About this task:
Only lines with the string "Csalitos" should be returned from the data below.

Source material:
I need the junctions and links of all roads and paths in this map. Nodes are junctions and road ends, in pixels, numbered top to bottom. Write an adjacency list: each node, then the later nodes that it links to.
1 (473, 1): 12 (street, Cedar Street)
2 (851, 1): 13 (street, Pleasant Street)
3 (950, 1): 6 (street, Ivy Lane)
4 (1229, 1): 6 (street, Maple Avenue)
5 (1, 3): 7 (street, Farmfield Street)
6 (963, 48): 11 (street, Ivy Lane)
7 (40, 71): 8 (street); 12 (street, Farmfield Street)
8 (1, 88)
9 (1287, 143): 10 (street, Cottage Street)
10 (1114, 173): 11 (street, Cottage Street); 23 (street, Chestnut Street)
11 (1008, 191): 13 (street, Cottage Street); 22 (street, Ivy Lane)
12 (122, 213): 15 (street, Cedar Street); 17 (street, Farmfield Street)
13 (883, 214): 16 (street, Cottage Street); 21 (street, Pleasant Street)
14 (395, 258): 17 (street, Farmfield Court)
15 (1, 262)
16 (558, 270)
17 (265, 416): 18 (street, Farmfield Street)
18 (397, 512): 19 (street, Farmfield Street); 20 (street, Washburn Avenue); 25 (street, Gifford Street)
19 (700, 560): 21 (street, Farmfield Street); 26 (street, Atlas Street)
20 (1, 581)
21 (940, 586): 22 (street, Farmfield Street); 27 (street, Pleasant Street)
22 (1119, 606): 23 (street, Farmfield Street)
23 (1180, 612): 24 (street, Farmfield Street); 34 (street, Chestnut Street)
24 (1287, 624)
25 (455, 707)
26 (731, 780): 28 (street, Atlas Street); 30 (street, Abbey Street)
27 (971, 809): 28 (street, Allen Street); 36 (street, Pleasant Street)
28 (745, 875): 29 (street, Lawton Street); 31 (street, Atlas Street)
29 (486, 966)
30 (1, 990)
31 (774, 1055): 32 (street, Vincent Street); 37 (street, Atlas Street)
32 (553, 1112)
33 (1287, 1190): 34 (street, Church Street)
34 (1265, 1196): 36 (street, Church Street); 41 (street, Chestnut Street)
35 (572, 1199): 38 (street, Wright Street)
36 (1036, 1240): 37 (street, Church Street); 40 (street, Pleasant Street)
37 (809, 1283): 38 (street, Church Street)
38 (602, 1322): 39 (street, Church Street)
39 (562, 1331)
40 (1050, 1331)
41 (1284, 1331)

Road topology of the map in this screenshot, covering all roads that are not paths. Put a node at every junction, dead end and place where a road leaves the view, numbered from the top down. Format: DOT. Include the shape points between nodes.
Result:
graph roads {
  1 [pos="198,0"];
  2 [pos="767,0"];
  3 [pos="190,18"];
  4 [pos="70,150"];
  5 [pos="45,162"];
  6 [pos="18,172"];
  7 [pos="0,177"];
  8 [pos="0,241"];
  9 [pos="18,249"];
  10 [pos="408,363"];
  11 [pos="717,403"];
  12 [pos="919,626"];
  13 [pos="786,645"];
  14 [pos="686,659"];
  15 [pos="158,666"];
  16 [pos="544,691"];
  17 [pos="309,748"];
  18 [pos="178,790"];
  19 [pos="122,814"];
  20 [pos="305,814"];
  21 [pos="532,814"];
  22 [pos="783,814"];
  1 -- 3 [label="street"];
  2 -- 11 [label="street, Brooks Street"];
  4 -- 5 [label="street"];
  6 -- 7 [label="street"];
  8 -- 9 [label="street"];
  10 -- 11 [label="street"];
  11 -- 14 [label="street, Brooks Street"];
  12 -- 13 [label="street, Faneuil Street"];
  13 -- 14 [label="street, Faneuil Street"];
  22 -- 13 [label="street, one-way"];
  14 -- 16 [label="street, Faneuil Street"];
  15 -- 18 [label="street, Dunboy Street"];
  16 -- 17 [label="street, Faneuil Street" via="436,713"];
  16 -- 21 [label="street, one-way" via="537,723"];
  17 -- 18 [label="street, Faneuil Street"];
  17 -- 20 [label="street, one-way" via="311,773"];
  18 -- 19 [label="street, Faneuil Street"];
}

==

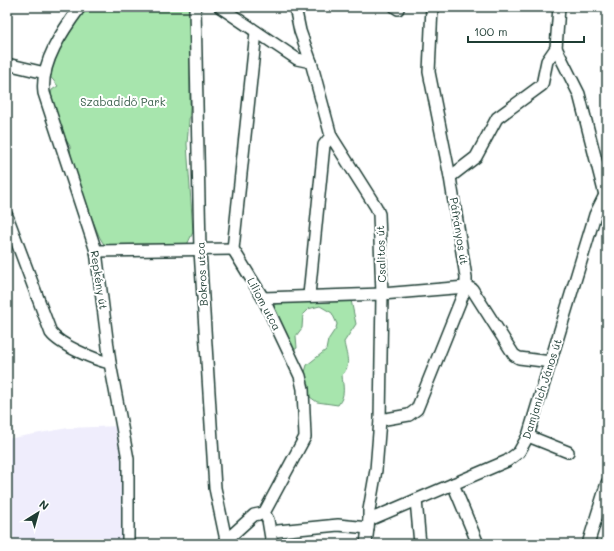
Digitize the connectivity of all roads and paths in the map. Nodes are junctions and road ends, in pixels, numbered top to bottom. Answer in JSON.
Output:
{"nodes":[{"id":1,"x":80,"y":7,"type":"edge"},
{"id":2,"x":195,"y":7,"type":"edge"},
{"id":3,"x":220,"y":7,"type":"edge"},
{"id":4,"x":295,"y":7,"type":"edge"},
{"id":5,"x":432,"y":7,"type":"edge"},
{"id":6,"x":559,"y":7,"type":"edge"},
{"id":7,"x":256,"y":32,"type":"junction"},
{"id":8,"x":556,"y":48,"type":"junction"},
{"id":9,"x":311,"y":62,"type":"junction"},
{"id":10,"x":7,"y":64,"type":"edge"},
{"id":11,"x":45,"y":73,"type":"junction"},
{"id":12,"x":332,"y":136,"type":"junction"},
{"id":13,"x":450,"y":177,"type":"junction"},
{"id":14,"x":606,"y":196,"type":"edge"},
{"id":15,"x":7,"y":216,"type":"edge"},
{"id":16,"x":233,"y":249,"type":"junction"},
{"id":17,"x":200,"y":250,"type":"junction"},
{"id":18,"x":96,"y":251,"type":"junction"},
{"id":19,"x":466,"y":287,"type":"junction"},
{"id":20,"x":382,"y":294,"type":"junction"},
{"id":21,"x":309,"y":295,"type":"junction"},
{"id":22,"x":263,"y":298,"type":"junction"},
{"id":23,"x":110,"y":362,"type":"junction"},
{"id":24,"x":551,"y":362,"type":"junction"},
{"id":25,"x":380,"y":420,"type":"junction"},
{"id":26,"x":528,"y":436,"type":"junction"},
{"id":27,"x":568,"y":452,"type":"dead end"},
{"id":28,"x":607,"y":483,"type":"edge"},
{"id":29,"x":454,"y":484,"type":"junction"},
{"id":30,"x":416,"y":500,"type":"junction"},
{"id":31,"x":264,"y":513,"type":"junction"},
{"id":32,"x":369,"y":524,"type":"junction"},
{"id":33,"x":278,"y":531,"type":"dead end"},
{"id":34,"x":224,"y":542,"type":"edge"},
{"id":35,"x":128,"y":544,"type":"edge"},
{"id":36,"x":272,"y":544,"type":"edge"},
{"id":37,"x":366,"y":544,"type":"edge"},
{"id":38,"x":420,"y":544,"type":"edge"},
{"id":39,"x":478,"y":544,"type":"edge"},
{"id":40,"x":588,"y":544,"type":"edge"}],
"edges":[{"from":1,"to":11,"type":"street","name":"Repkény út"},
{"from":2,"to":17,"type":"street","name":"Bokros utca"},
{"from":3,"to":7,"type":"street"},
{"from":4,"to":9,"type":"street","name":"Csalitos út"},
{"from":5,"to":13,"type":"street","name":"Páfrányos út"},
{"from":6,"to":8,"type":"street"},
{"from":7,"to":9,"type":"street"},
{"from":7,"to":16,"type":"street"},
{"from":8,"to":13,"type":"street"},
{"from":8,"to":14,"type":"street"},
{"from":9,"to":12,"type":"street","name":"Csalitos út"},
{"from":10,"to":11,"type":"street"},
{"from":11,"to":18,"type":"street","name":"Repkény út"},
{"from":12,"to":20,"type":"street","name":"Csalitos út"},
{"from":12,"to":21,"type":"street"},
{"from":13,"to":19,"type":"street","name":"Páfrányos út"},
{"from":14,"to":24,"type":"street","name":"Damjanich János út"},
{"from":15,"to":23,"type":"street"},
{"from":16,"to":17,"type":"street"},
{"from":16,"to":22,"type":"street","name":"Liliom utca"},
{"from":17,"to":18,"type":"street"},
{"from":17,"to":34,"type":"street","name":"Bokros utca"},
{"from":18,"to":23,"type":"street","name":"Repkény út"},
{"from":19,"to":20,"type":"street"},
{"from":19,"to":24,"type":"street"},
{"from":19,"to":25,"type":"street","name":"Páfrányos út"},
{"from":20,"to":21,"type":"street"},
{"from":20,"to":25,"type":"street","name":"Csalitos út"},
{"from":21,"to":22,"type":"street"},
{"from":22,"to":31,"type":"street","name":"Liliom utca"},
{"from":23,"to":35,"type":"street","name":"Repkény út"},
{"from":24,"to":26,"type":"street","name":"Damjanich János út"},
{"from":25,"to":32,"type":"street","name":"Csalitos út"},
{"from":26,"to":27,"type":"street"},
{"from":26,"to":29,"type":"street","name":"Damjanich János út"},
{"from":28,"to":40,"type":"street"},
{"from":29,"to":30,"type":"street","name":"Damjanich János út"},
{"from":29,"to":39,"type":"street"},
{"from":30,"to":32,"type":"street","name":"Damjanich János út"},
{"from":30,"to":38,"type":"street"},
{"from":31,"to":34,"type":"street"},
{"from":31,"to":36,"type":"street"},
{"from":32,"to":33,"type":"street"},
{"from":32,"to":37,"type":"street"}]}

Exercise result:
{"from":4,"to":9,"type":"street","name":"Csalitos út"},
{"from":9,"to":12,"type":"street","name":"Csalitos út"},
{"from":12,"to":20,"type":"street","name":"Csalitos út"},
{"from":20,"to":25,"type":"street","name":"Csalitos út"},
{"from":25,"to":32,"type":"street","name":"Csalitos út"},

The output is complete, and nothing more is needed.